Top of DATA FOR THE TASK

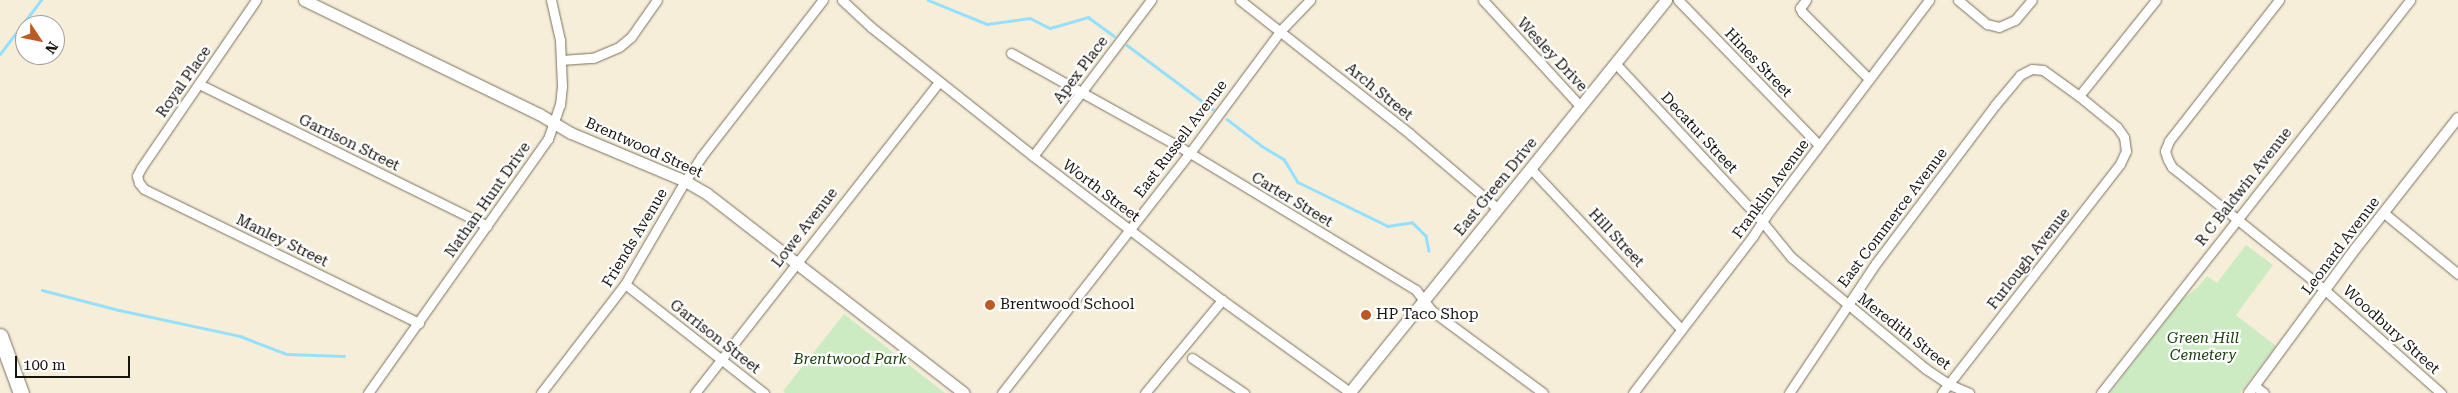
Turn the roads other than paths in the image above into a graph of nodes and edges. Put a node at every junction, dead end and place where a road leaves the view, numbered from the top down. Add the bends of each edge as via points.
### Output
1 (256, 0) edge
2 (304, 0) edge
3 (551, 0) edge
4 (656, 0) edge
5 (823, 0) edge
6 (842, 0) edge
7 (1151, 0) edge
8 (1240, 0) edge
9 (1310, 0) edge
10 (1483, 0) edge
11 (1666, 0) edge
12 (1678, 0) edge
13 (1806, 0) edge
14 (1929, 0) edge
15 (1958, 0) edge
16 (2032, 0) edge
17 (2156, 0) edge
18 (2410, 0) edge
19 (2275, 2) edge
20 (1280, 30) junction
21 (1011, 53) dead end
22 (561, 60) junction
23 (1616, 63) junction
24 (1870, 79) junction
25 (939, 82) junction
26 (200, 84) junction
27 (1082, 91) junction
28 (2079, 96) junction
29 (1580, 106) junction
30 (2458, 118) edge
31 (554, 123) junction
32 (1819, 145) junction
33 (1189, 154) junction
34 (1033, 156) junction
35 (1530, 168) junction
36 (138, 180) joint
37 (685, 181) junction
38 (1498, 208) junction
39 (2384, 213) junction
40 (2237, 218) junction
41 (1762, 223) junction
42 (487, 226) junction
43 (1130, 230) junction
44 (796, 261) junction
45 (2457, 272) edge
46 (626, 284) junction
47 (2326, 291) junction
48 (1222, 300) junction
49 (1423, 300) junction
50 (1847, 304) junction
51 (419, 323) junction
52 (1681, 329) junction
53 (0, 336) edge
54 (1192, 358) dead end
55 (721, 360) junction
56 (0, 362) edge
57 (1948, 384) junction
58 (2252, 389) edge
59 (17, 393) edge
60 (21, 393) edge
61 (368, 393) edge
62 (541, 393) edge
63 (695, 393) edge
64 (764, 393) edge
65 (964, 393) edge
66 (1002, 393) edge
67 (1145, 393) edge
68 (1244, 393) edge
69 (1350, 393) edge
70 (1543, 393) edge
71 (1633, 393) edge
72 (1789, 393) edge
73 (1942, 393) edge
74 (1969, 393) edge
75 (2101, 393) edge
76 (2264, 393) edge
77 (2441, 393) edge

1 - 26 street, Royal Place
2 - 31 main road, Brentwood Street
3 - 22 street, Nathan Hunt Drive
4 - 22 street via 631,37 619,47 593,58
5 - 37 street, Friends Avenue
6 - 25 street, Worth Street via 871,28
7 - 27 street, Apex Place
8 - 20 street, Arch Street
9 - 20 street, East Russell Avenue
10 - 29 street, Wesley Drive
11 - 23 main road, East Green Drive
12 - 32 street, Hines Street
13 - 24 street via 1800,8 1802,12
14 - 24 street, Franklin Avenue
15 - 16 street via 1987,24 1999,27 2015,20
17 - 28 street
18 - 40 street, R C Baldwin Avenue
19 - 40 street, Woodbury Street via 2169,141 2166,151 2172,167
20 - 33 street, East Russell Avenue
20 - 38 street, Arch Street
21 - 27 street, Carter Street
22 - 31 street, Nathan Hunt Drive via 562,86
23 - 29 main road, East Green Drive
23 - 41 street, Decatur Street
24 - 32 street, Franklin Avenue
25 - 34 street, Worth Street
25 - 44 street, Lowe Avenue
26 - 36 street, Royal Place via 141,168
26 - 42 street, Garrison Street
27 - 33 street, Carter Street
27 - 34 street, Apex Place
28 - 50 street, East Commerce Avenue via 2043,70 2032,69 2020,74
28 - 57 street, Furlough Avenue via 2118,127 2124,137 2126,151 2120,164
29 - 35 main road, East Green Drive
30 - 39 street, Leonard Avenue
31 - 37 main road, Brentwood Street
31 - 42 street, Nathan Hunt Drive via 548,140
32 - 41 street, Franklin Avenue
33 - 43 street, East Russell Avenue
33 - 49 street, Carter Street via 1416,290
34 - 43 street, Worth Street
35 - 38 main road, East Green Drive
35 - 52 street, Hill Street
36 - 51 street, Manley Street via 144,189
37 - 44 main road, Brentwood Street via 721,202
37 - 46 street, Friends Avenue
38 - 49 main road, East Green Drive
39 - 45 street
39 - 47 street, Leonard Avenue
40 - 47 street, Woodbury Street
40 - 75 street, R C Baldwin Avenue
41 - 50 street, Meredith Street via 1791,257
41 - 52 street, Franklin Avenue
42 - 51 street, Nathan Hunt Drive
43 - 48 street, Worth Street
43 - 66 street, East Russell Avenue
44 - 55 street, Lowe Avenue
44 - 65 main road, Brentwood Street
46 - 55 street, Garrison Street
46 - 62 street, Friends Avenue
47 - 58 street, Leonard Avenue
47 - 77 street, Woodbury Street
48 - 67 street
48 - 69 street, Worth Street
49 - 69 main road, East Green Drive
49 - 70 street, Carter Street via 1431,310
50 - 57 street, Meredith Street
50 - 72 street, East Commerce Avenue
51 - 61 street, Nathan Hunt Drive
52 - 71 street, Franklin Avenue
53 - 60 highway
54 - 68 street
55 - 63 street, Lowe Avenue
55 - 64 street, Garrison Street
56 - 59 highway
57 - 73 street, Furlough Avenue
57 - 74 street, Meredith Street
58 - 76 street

Bottom of DATA FOR THE TASK

_TASK TO COMPLETE_
Using only the data above, copy out the lines that include the word "East".

_ANSWER TO THIS EXERCISE_
9 - 20 street, East Russell Avenue
11 - 23 main road, East Green Drive
20 - 33 street, East Russell Avenue
23 - 29 main road, East Green Drive
28 - 50 street, East Commerce Avenue via 2043,70 2032,69 2020,74
29 - 35 main road, East Green Drive
33 - 43 street, East Russell Avenue
35 - 38 main road, East Green Drive
38 - 49 main road, East Green Drive
43 - 66 street, East Russell Avenue
49 - 69 main road, East Green Drive
50 - 72 street, East Commerce Avenue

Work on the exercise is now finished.